YOUR TASK » Write out each record below exactly as it appears, with no pictures.

EXTRACTED INFORMATION »
^^^^^^^^
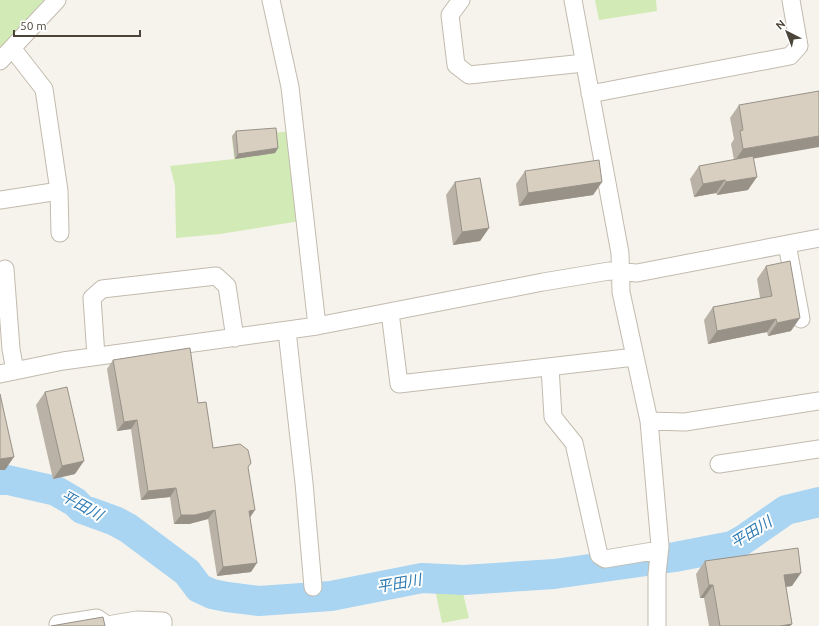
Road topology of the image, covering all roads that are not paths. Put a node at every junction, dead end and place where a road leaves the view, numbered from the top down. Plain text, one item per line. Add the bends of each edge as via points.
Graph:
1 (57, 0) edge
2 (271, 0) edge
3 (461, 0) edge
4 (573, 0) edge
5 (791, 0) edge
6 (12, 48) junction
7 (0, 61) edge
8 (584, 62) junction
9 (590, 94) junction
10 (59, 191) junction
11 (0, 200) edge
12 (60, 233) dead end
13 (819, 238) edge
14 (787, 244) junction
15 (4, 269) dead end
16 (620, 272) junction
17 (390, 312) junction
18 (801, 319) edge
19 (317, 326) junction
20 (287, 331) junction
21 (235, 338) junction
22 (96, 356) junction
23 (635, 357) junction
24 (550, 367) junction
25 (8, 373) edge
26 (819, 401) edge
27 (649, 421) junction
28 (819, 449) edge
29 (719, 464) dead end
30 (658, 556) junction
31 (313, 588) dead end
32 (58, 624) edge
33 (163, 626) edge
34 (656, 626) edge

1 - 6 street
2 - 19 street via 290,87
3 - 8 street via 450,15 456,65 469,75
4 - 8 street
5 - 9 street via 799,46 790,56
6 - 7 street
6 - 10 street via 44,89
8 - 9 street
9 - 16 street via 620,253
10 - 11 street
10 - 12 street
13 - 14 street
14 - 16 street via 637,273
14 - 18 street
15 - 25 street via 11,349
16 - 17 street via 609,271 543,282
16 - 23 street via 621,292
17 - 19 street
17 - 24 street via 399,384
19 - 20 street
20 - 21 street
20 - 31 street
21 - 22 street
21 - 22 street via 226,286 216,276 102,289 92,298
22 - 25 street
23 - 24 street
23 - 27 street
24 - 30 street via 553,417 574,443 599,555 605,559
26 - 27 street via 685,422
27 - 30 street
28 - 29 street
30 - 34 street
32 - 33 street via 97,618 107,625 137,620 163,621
^^^^^^^^
ANSWER FOR THE TASK »
Road topology of the image, covering all roads that are not paths. Put a node at every junction, dead end and place where a road leaves the view, numbered from the top down. Plain text, one item per line. Add the bends of each edge as via points.
Graph:
1 (57, 0) edge
2 (271, 0) edge
3 (461, 0) edge
4 (573, 0) edge
5 (791, 0) edge
6 (12, 48) junction
7 (0, 61) edge
8 (584, 62) junction
9 (590, 94) junction
10 (59, 191) junction
11 (0, 200) edge
12 (60, 233) dead end
13 (819, 238) edge
14 (787, 244) junction
15 (4, 269) dead end
16 (620, 272) junction
17 (390, 312) junction
18 (801, 319) edge
19 (317, 326) junction
20 (287, 331) junction
21 (235, 338) junction
22 (96, 356) junction
23 (635, 357) junction
24 (550, 367) junction
25 (8, 373) edge
26 (819, 401) edge
27 (649, 421) junction
28 (819, 449) edge
29 (719, 464) dead end
30 (658, 556) junction
31 (313, 588) dead end
32 (58, 624) edge
33 (163, 626) edge
34 (656, 626) edge

1 - 6 street
2 - 19 street via 290,87
3 - 8 street via 450,15 456,65 469,75
4 - 8 street
5 - 9 street via 799,46 790,56
6 - 7 street
6 - 10 street via 44,89
8 - 9 street
9 - 16 street via 620,253
10 - 11 street
10 - 12 street
13 - 14 street
14 - 16 street via 637,273
14 - 18 street
15 - 25 street via 11,349
16 - 17 street via 609,271 543,282
16 - 23 street via 621,292
17 - 19 street
17 - 24 street via 399,384
19 - 20 street
20 - 21 street
20 - 31 street
21 - 22 street
21 - 22 street via 226,286 216,276 102,289 92,298
22 - 25 street
23 - 24 street
23 - 27 street
24 - 30 street via 553,417 574,443 599,555 605,559
26 - 27 street via 685,422
27 - 30 street
28 - 29 street
30 - 34 street
32 - 33 street via 97,618 107,625 137,620 163,621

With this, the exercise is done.